Questo problema di senso che i fatti di cronaca fanno emergere tanto drammaticamente dovrebbe interrogare tutti gli uomini. Dovrebbe essere sentito in particolare da tutti i cristiani e i cattolici. Invece in ambito cattolico, anche in questo giornale, si sono spese molte più energie a lottare tra posizioni, pro o contro Negri, piuttosto che a prendere sul serio questo drammatico problema. Ciò è dovuto al fatto che nel mondo cattolico oggi è maggioritaria un’interpretazione fortemente semplicistica e approssimativa, per non dire distorta, dell’insegnamento del Santo Padre.

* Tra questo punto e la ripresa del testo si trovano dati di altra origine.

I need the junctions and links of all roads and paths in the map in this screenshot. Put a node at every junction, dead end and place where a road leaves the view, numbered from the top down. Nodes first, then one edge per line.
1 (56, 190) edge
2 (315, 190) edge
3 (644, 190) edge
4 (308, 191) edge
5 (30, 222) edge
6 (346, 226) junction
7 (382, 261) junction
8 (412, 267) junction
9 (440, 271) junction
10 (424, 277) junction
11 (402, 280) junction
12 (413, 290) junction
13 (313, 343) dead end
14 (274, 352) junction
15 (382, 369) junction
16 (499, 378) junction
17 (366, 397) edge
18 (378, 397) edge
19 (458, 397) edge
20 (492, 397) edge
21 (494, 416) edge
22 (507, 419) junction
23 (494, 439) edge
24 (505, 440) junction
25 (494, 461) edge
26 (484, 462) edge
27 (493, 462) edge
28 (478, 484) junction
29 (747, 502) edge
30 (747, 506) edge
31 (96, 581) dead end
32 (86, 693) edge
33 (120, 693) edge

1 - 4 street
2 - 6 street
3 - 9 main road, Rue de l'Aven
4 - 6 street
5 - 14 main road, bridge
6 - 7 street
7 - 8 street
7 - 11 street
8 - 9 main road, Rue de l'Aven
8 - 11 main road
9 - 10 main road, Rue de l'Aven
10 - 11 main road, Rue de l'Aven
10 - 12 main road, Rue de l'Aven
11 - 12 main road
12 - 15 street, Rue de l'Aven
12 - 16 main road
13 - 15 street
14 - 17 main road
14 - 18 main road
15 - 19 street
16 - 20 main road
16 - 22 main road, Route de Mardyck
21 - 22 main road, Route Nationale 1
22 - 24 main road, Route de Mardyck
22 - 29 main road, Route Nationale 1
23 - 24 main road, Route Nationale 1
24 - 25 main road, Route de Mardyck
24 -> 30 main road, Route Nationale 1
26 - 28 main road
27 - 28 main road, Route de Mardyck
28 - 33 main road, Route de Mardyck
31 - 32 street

Il Santo Padre sta richiamando i fedeli alla missione, all’avvicinarsi a tutti, al non rinchiudersi nelle proprie sicure posizioni, allo scopo di dare testimonianza al mondo. Da ciò, la diffusa interpretazione semplicistica ritiene che, in qualche modo, tutto e tutti siano buoni. Si ritiene che la civiltà, la cristianità, la Chiesa non abbiano nemici. Allora i nemici non possono che essere tutti coloro che, nella Chiesa, pongono in dubbio questa interpretazione. Ecco perché in molti contesti ci si è riferiti verso Mons. Negri quasi più duramente che verso i terroristi

Sarebbe dunque il momento che i cattolici smettano di sprecare le loro energie a lottare tra loro e riconoscessero che, invece, dei nemici ci sono, dei nemici dell’umanità, della civiltà, della cristianità, della Chiesa. Chi siano questi nemici lo ha recentemente affermato Benedetto XVI in un suo messaggio, dove ha ricordato che le grandi minacce che pendono sulle nostre società sono due, opposte e parimenti mortifere, il totalitarismo islamista da una parte e il totalitarismo ateo e nichilista dall’altra. Riconoscere che chi sostiene queste concezioni sia un nemico dell’umanità e della Chiesa in particolare non è poco cristiano: su un piano personale, tale coscienza non impedisce di incontrare gli islamici, gli atei, gli omosessuali, gli agnostici, e tutti i “lontani”; d’altra parte permette di sapere qual è la strada buona, nel mezzo della confusione suprema della nostra epoca, e dove si stia combattendo “la buona battaglia”. È necessario applicare un sano realismo cristiano: con gli slogan (“ponti belli”, “muri brutti”), con gli schemi ideologici, con le battaglie fratricide non sopravviveremo all’islamismo, che uccide i corpi e violenta le anime, e al nichilismo ateo e gaio, che uccide le anime e violenta i corpi.

Questo dicono alla nostra ragione i tristi fatti di questi giorni.